JAKARTA, Cobisnis.com – Mantan Gubernur DKI Jakarta, Anies Baswedan, meminta pemerintah Indonesia mempertimbangkan keluar dari keanggotaan Board of Peace (BoP) setelah meningkatnya ketegangan di Timur Tengah akibat serangan militer Amerika Serikat dan Israel terhadap Iran.
Menurut Anies, peristiwa tersebut dapat dijadikan momentum bagi Indonesia untuk menarik diri dari forum perdamaian yang digagas oleh Presiden Amerika Serikat, Donald Trump.
Dalam sebuah video yang diunggah melalui akun Instagram pribadinya pada Sabtu (7/3/2026), Anies menyatakan bahwa Indonesia seharusnya tidak berada dalam forum yang mengabaikan pelanggaran hukum internasional oleh pihak yang justru menjadi pendirinya.

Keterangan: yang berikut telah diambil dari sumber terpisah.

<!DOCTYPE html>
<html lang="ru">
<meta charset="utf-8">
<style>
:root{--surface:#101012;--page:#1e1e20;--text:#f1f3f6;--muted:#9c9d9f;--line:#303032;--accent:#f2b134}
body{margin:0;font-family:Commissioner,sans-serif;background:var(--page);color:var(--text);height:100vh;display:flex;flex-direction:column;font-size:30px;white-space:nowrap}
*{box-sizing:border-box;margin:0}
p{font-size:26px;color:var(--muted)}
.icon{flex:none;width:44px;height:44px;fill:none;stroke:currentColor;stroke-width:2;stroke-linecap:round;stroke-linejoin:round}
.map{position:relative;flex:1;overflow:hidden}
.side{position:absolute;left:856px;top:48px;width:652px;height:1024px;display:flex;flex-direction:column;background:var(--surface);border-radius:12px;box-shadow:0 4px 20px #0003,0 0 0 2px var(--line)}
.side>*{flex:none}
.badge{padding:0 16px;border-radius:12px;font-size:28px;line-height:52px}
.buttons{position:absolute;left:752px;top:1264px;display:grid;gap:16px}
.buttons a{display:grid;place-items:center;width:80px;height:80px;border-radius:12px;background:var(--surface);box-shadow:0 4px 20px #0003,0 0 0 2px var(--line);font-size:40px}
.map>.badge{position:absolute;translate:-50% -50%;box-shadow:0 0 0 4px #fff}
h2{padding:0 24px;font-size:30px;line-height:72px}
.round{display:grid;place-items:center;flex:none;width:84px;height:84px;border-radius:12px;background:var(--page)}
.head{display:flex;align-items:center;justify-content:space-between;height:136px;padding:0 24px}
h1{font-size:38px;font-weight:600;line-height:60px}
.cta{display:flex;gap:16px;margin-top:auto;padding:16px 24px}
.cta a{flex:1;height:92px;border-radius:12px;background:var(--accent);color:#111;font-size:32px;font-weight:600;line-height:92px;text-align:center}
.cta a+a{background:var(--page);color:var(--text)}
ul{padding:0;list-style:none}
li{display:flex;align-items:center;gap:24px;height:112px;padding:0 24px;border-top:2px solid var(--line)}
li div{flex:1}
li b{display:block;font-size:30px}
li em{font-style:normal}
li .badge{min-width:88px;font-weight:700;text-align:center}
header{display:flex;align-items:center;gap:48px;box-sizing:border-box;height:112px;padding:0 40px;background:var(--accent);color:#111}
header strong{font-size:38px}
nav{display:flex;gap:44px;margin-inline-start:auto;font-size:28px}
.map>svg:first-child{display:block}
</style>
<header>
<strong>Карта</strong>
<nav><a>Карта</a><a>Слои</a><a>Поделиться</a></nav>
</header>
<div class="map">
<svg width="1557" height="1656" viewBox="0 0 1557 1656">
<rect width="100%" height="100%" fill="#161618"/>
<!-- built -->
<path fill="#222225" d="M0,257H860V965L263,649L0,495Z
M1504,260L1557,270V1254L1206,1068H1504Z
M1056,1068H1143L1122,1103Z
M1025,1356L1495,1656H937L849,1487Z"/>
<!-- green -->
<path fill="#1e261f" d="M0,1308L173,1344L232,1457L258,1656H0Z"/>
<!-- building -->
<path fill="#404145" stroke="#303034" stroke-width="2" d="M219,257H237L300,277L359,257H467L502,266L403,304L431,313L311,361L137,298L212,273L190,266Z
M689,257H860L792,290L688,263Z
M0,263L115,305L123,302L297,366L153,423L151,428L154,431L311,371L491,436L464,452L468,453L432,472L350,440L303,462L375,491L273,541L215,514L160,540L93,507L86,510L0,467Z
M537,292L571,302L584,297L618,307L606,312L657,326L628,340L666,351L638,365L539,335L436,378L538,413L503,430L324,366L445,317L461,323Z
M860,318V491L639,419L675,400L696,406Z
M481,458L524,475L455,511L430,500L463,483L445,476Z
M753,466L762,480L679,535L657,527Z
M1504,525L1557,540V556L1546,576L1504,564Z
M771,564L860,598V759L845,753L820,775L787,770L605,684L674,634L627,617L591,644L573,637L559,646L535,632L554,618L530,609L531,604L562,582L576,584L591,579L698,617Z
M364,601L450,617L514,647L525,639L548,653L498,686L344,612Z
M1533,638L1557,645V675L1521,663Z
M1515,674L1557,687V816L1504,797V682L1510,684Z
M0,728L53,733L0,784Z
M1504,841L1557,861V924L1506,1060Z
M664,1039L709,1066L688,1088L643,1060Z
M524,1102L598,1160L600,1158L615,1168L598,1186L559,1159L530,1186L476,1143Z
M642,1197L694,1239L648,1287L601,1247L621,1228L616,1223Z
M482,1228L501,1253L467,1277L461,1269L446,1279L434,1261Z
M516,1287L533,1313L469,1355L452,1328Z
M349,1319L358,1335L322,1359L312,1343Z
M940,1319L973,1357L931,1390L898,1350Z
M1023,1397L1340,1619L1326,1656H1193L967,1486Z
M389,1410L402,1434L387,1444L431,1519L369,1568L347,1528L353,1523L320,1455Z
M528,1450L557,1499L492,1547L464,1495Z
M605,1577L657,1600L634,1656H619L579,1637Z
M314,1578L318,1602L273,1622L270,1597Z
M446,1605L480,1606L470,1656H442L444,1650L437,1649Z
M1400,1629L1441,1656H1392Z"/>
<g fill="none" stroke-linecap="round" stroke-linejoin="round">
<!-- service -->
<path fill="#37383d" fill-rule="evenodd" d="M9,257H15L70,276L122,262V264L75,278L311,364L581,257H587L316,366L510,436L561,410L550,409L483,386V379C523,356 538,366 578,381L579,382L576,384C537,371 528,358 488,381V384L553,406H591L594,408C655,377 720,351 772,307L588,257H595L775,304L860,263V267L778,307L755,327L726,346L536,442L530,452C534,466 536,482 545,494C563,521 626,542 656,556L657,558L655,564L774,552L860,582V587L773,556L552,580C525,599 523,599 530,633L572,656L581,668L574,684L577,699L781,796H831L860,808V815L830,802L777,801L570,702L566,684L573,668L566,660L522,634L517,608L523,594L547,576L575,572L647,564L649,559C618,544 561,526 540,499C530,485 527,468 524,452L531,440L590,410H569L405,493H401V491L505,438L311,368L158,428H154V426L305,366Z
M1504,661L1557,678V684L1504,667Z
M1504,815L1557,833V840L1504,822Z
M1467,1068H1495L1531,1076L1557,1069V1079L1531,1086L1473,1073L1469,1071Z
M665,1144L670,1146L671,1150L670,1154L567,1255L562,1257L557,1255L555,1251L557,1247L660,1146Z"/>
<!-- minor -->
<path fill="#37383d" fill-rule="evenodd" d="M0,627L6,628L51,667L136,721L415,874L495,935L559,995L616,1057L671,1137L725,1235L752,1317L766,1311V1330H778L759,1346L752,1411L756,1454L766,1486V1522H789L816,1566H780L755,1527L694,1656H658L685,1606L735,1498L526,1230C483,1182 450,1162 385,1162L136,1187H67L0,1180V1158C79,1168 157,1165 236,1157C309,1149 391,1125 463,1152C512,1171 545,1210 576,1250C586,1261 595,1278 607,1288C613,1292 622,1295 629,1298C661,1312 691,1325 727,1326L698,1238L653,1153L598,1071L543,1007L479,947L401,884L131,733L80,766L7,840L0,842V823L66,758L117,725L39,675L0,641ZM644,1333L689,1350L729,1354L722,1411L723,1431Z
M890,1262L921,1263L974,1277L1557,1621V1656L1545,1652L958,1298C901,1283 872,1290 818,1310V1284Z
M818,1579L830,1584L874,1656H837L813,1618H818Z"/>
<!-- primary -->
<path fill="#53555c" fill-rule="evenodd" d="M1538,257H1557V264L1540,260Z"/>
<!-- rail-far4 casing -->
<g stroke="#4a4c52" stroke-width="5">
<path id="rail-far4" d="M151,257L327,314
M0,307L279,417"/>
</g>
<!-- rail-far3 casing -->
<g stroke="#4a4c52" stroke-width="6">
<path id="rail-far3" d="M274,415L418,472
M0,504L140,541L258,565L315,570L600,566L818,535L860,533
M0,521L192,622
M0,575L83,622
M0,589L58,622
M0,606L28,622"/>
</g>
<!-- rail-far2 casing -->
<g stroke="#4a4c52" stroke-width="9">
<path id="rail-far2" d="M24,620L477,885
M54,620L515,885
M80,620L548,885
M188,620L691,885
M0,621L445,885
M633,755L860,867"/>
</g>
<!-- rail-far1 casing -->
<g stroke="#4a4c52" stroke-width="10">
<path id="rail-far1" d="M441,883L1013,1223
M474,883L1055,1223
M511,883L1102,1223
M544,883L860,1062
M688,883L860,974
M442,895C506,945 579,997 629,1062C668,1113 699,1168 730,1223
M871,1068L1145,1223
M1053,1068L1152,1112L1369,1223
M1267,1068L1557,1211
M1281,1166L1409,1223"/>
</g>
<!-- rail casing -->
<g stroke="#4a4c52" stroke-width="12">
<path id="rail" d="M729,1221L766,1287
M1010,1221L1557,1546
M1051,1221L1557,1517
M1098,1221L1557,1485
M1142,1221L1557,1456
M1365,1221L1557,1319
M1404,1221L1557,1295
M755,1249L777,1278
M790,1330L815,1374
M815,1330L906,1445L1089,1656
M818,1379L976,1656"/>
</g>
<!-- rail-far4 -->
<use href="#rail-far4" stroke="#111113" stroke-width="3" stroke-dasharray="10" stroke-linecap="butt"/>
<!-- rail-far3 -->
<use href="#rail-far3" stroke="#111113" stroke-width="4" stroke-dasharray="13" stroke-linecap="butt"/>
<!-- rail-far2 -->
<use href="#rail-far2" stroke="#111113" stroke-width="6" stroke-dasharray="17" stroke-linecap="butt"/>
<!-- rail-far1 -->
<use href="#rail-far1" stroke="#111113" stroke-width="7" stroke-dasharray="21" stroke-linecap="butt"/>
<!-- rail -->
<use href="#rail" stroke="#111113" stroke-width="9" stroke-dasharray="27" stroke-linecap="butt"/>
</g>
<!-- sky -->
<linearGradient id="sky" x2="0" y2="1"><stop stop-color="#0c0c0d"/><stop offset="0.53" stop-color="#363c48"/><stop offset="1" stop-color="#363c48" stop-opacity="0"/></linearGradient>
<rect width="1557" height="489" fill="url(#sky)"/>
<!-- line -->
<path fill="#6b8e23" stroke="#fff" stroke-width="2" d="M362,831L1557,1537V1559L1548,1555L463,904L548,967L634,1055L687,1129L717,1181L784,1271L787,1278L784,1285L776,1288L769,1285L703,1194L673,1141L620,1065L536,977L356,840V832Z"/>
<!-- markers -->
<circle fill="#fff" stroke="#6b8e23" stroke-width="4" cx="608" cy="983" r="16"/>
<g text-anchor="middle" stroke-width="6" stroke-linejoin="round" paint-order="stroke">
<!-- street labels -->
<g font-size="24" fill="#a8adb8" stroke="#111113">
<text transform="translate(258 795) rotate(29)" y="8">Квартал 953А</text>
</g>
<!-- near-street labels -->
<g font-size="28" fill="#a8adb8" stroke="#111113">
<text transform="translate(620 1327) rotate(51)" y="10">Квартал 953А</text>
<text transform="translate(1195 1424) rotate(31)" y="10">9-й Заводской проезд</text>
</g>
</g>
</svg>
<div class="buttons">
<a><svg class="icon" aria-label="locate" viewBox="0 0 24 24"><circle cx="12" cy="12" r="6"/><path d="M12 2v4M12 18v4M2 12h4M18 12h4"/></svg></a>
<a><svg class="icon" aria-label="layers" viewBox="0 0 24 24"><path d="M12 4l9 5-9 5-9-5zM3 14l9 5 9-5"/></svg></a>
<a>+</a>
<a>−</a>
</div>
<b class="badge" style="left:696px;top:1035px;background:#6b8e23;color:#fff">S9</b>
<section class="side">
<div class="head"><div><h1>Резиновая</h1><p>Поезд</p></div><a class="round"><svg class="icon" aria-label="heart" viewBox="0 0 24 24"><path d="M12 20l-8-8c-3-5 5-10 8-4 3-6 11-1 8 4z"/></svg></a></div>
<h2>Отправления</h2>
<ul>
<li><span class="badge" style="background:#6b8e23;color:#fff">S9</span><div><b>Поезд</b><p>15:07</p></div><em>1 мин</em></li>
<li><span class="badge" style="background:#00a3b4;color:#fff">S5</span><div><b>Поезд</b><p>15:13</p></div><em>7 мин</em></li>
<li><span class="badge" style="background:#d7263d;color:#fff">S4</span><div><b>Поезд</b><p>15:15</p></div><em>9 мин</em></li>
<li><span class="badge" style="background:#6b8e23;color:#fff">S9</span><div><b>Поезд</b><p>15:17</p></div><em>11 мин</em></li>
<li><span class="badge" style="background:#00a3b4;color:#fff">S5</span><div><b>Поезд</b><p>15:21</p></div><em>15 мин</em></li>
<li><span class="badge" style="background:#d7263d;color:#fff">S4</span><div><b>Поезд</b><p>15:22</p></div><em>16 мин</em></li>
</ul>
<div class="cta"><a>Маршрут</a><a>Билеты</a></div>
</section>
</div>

Ia menilai langkah keluar dari Board of Peace tidak berarti Indonesia menolak perdamaian, melainkan bentuk konsistensi terhadap prinsip politik luar negeri bebas aktif yang selama ini dianut.
Anies juga menekankan bahwa Indonesia lahir dari perjuangan melawan penjajahan, sebagaimana tercantum dalam pembukaan UUD 1945 yang menegaskan komitmen bangsa untuk mewujudkan ketertiban dunia berdasarkan kemerdekaan, perdamaian yang abadi, serta keadilan sosial.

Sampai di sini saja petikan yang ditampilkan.